Journal of the American Chemical Society, Vol.131, No.40, 14345-14354, 2009
Crystal Structures of Penicillin-Binding Protein 6 from Escherichia coli
Penicillin-binding protein 6 (PBP6) is one of the two main DD-carboxypeptidases in Escherichia coli, which are implicated in maturation of bacterial cell wall. and formation of cell shape. Here, we report the first X-ray crystal structures of PBP6, capturing its apo, state (2.1 angstrom), an acyl-enzyme intermediate with the antibiotic ampicillin (1.8 angstrom), and for the first time for a PBP, a preacylation complex (a "Michaelis complex", determined at 1.8 angstrom) with a peptidoglycan substrate fragment containing the full pentapeptide, NAM-(L-Ala-D-isoGlu-L-Lys-D-Ala-D-Ala).
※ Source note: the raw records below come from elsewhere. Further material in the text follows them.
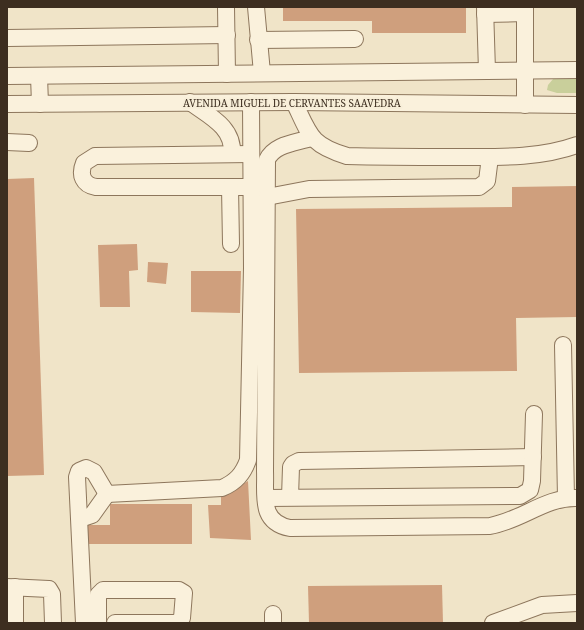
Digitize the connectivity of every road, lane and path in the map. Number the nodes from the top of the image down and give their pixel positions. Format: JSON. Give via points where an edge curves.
{"nodes":[{"id":1,"x":226,"y":7,"type":"edge"},
{"id":2,"x":256,"y":7,"type":"edge"},
{"id":3,"x":525,"y":10,"type":"edge"},
{"id":4,"x":485,"y":11,"type":"edge"},
{"id":5,"x":227,"y":35,"type":"junction"},
{"id":6,"x":7,"y":38,"type":"edge"},
{"id":7,"x":355,"y":39,"type":"dead end"},
{"id":8,"x":258,"y":40,"type":"junction"},
{"id":9,"x":577,"y":70,"type":"edge"},
{"id":10,"x":487,"y":71,"type":"junction"},
{"id":11,"x":525,"y":71,"type":"junction"},
{"id":12,"x":262,"y":73,"type":"junction"},
{"id":13,"x":227,"y":74,"type":"junction"},
{"id":14,"x":7,"y":76,"type":"edge"},
{"id":15,"x":39,"y":76,"type":"junction"},
{"id":16,"x":190,"y":102,"type":"junction"},
{"id":17,"x":251,"y":102,"type":"junction"},
{"id":18,"x":294,"y":102,"type":"junction"},
{"id":19,"x":7,"y":104,"type":"edge"},
{"id":20,"x":40,"y":104,"type":"junction"},
{"id":21,"x":525,"y":105,"type":"junction"},
{"id":22,"x":577,"y":105,"type":"edge"},
{"id":23,"x":311,"y":138,"type":"junction"},
{"id":24,"x":7,"y":142,"type":"edge"},
{"id":25,"x":29,"y":143,"type":"dead end"},
{"id":26,"x":577,"y":145,"type":"edge"},
{"id":27,"x":232,"y":154,"type":"junction"},
{"id":28,"x":251,"y":154,"type":"junction"},
{"id":29,"x":490,"y":157,"type":"junction"},
{"id":30,"x":230,"y":186,"type":"junction"},
{"id":31,"x":251,"y":187,"type":"junction"},
{"id":32,"x":267,"y":197,"type":"junction"},
{"id":33,"x":231,"y":244,"type":"dead end"},
{"id":34,"x":563,"y":345,"type":"dead end"},
{"id":35,"x":570,"y":393,"type":"edge"},
{"id":36,"x":534,"y":414,"type":"dead end"},
{"id":37,"x":533,"y":457,"type":"junction"},
{"id":38,"x":107,"y":494,"type":"junction"},
{"id":39,"x":266,"y":498,"type":"junction"},
{"id":40,"x":290,"y":498,"type":"junction"},
{"id":41,"x":572,"y":498,"type":"edge"},
{"id":42,"x":80,"y":519,"type":"junction"},
{"id":43,"x":11,"y":587,"type":"edge"},
{"id":44,"x":577,"y":603,"type":"edge"},
{"id":45,"x":15,"y":623,"type":"edge"},
{"id":46,"x":53,"y":623,"type":"edge"},
{"id":47,"x":84,"y":623,"type":"edge"},
{"id":48,"x":94,"y":623,"type":"edge"},
{"id":49,"x":98,"y":623,"type":"edge"},
{"id":50,"x":115,"y":623,"type":"edge"},
{"id":51,"x":493,"y":623,"type":"edge"}],
"edges":[{"from":1,"to":5,"type":"street"},
{"from":2,"to":8,"type":"street"},
{"from":3,"to":4,"type":"street"},
{"from":3,"to":11,"type":"street"},
{"from":4,"to":10,"type":"street"},
{"from":5,"to":6,"type":"street"},
{"from":5,"to":13,"type":"street"},
{"from":7,"to":8,"type":"street"},
{"from":8,"to":12,"type":"street"},
{"from":9,"to":11,"type":"street"},
{"from":10,"to":11,"type":"street"},
{"from":10,"to":12,"type":"street"},
{"from":11,"to":21,"type":"street"},
{"from":12,"to":13,"type":"street"},
{"from":13,"to":15,"type":"street"},
{"from":14,"to":15,"type":"street"},
{"from":15,"to":20,"type":"street"},
{"from":16,"to":17,"type":"street","name":"AVENIDA MIGUEL DE CERVANTES SAAVEDRA"},
{"from":16,"to":20,"type":"street","name":"AVENIDA MIGUEL DE CERVANTES SAAVEDRA"},
{"from":16,"to":27,"type":"street","via":[[225,129],[232,141]]},
{"from":17,"to":18,"type":"street","name":"AVENIDA MIGUEL DE CERVANTES SAAVEDRA"},
{"from":17,"to":28,"type":"street"},
{"from":18,"to":21,"type":"street","name":"AVENIDA MIGUEL DE CERVANTES SAAVEDRA"},
{"from":18,"to":23,"type":"street"},
{"from":19,"to":20,"type":"street","name":"AVENIDA MIGUEL DE CERVANTES SAAVEDRA"},
{"from":21,"to":22,"type":"street","name":"AVENIDA MIGUEL DE CERVANTES SAAVEDRA"},
{"from":23,"to":29,"type":"street","via":[[328,150],[347,156]]},
{"from":23,"to":32,"type":"street","via":[[277,148],[270,153],[267,160]]},
{"from":24,"to":25,"type":"street"},
{"from":26,"to":29,"type":"street","via":[[550,154]]},
{"from":27,"to":28,"type":"street"},
{"from":27,"to":30,"type":"street","via":[[95,156],[84,163],[82,174],[86,183],[96,187]]},
{"from":28,"to":31,"type":"street"},
{"from":29,"to":32,"type":"street","via":[[487,181],[479,187],[309,189]]},
{"from":30,"to":31,"type":"street"},
{"from":30,"to":33,"type":"street"},
{"from":31,"to":38,"type":"street","via":[[249,447],[244,470],[232,483],[222,488]]},
{"from":32,"to":39,"type":"street"},
{"from":34,"to":35,"type":"street"},
{"from":35,"to":41,"type":"street"},
{"from":36,"to":37,"type":"street"},
{"from":37,"to":40,"type":"street","via":[[530,490],[520,496]]},
{"from":37,"to":40,"type":"street","via":[[299,461],[291,467]]},
{"from":38,"to":42,"type":"street","via":[[92,515]]},
{"from":38,"to":42,"type":"street","via":[[94,472],[86,468],[79,471],[77,477]]},
{"from":39,"to":40,"type":"street"},
{"from":39,"to":41,"type":"street","via":[[268,516],[279,526],[290,528],[490,526],[510,522],[555,500]]},
{"from":42,"to":47,"type":"street"},
{"from":43,"to":45,"type":"street"},
{"from":43,"to":46,"type":"street","via":[[49,588],[52,594]]},
{"from":44,"to":51,"type":"street","via":[[542,605]]},
{"from":47,"to":48,"type":"street"},
{"from":49,"to":50,"type":"street","via":[[98,595],[103,590],[179,590],[184,593],[182,618],[177,622]]}]}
These structures illuminate the molecular interactions essential for ligand recognition and catalysis by DD-carboxypeptidases, and suggest a coupling of conformational flexibility of active site loops to the reaction coordinate. The substrate fragment complex structure, in particular, provides templates for models of cell wall recognition by PBPs, as well as substantiating evidence for the molecular mimicry by beta-lactam antibiotics of the peptidoglycan acyl-D-Ala-D-Ala moiety.